### EXERCISE INSTRUCTIONS
For the listing below, report all lines that hold the word "West".

### PROVIDED RECORDS

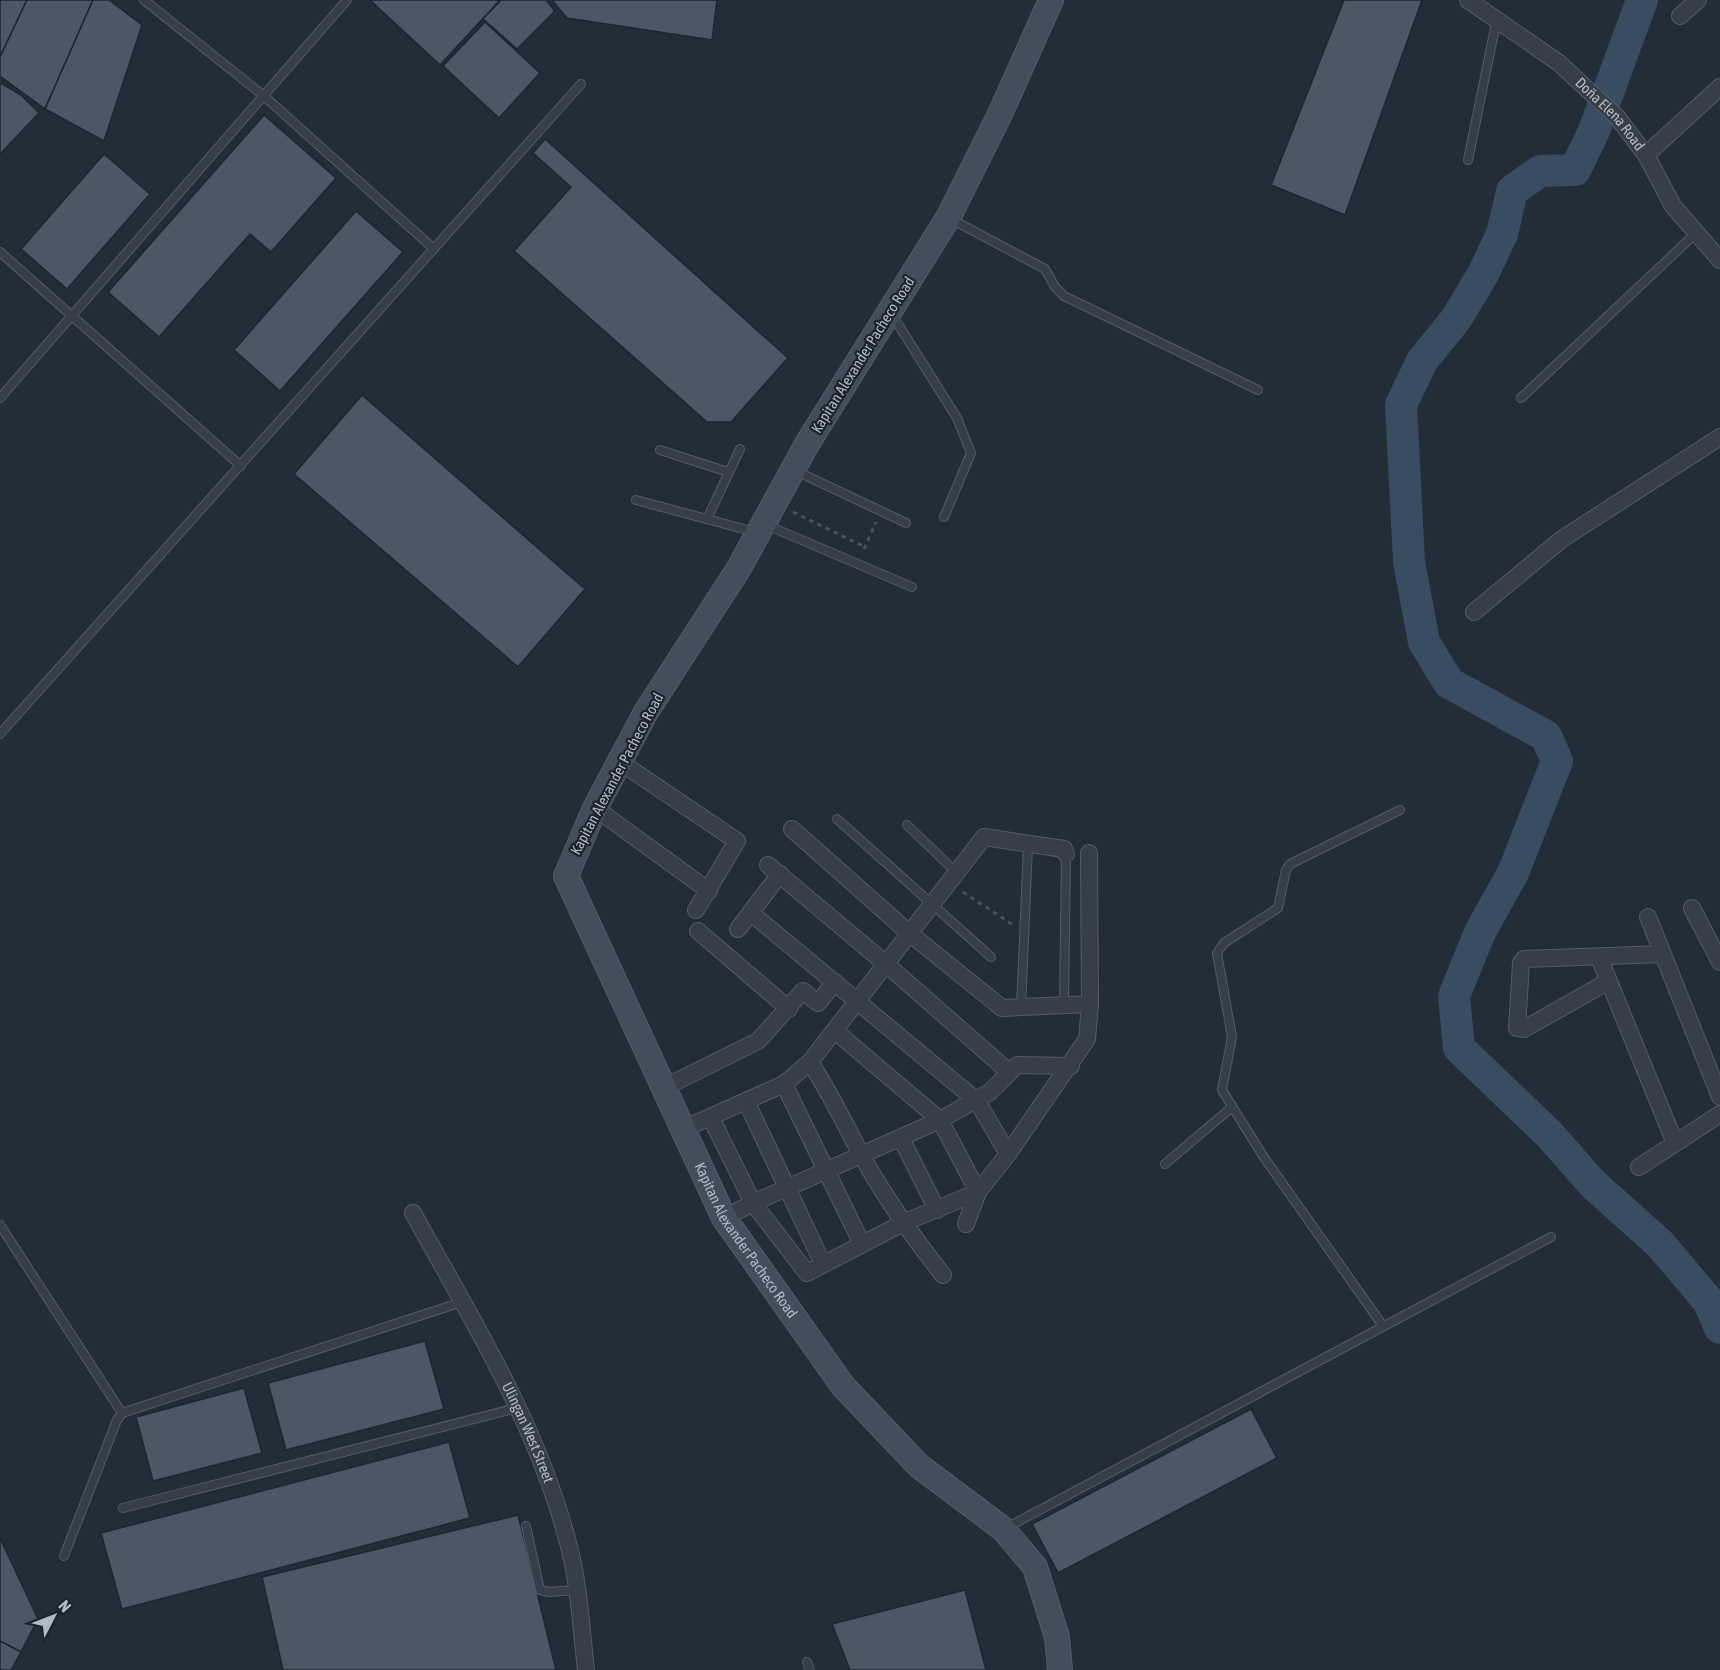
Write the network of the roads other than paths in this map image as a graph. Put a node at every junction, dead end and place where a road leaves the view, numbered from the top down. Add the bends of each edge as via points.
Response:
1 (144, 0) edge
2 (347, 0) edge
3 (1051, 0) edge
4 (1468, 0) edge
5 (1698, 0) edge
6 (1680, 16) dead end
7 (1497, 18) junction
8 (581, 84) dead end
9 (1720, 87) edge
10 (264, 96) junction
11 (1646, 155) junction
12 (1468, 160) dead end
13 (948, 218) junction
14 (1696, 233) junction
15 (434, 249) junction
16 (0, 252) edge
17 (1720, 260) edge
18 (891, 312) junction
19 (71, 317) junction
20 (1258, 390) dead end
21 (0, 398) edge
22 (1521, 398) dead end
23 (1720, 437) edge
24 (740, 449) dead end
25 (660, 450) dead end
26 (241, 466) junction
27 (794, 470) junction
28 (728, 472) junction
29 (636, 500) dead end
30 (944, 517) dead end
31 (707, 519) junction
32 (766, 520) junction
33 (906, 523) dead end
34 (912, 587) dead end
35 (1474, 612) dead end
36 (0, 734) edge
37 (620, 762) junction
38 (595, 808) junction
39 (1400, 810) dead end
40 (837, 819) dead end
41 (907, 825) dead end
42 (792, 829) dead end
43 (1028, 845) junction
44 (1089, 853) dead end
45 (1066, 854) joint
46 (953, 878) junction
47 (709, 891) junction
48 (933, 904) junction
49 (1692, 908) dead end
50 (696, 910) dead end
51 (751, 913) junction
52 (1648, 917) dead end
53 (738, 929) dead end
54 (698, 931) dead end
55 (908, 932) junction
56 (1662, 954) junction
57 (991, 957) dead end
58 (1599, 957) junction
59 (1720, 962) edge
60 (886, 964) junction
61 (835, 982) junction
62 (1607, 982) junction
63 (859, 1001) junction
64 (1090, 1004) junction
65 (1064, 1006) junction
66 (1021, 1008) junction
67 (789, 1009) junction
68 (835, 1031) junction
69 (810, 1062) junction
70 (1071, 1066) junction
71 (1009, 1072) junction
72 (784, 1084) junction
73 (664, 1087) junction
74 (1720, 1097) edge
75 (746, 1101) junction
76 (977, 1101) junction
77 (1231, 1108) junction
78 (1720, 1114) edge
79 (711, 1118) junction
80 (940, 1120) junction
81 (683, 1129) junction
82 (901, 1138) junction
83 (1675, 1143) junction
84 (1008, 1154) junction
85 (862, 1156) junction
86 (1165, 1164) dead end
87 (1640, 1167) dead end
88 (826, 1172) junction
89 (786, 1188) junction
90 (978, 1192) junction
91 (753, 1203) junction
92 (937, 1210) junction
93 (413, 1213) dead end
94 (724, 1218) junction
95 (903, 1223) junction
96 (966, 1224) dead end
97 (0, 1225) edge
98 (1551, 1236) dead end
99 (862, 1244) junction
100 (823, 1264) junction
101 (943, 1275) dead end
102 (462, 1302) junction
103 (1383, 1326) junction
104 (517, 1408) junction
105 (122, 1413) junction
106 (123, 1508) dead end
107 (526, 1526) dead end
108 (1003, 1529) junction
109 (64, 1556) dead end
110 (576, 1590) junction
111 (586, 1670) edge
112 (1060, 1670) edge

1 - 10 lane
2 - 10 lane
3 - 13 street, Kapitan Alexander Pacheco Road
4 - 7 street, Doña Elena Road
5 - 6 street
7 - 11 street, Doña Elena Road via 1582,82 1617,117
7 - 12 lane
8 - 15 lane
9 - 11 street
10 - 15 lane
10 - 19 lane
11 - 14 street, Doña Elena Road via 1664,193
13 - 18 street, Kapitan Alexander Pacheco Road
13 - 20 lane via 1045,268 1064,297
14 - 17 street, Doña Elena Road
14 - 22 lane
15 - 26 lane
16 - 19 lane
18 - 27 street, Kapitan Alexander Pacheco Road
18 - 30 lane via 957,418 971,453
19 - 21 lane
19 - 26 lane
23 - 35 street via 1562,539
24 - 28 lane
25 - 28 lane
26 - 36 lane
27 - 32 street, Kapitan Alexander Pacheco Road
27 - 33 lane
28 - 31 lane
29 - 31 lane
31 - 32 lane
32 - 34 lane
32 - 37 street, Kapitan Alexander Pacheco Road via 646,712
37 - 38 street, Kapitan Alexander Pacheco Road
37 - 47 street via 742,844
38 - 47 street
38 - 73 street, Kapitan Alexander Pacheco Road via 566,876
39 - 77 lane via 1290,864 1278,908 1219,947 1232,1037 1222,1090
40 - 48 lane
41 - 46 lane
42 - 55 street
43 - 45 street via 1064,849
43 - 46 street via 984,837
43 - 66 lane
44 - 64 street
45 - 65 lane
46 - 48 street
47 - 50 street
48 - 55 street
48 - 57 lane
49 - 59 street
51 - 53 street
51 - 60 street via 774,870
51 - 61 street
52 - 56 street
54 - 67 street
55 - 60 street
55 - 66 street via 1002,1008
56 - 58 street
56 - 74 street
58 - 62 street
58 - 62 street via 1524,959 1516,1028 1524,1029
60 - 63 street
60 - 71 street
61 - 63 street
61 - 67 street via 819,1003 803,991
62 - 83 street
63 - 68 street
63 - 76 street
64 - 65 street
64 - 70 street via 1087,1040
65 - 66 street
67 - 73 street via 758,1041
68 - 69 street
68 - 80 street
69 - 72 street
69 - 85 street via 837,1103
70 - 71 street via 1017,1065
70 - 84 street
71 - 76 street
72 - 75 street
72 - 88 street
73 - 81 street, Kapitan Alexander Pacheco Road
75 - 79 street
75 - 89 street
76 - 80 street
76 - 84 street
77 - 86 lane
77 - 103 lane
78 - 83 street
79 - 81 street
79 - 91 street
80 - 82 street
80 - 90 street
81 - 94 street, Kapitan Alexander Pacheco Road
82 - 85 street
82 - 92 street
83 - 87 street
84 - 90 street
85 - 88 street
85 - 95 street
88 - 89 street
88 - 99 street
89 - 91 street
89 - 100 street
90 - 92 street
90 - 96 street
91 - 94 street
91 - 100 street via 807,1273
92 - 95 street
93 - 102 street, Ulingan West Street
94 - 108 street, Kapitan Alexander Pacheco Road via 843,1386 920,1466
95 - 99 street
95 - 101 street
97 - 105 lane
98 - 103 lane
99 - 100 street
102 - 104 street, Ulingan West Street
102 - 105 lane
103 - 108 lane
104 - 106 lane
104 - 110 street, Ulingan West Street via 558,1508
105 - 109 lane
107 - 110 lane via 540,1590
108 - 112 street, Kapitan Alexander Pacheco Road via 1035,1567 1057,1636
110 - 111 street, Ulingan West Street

### THE COMPLETED TASK
93 - 102 street, Ulingan West Street
102 - 104 street, Ulingan West Street
104 - 110 street, Ulingan West Street via 558,1508
110 - 111 street, Ulingan West Street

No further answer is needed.